=== AVAILABLE DATA ===
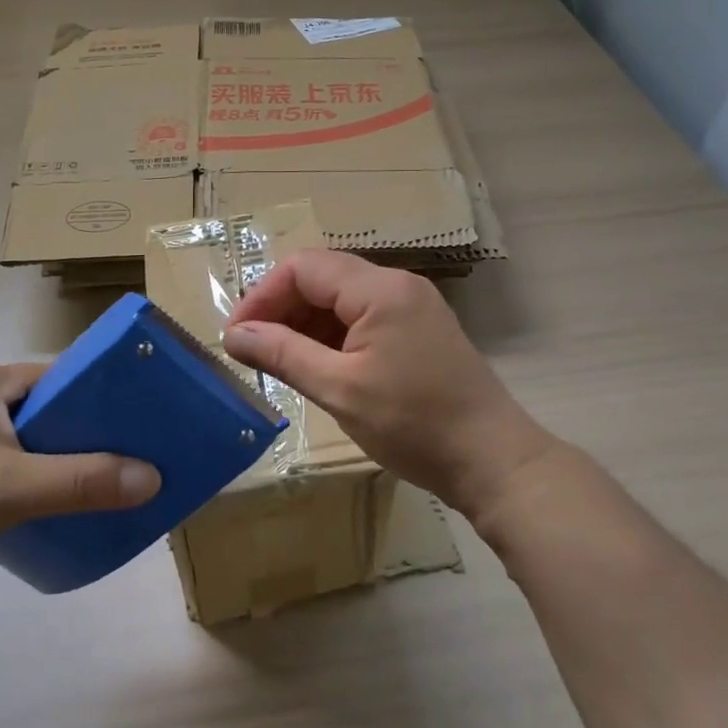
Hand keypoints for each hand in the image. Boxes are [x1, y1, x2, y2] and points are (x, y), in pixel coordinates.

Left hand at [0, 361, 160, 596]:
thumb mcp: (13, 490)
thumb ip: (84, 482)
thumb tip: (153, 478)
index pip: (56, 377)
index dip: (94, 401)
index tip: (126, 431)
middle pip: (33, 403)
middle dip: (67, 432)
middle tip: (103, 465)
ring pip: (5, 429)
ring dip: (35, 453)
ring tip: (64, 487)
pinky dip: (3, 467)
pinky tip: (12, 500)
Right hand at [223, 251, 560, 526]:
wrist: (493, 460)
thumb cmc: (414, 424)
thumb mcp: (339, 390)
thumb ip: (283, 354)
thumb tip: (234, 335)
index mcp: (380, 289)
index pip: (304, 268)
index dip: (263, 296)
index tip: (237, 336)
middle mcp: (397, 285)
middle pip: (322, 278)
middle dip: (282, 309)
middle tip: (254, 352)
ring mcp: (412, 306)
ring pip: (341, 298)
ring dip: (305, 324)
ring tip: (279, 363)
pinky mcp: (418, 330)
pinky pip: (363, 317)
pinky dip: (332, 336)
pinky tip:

=== WHAT YOU ARE ASKED TO DO ===
From the line containing "middle tip: (254, 352)" to the last line of the listing, write everything out exactly. Nothing outside that stretch belongs.

=== FINISHED EXERCISE ===
middle tip: (254, 352)
ring mcp: (412, 306)
ring pip: (341, 298)
ring dip: (305, 324)
ring tip: (279, 363)
pinky mcp: (418, 330)
pinky pip: (363, 317)
pinky dip: (332, 336)
pinky tip:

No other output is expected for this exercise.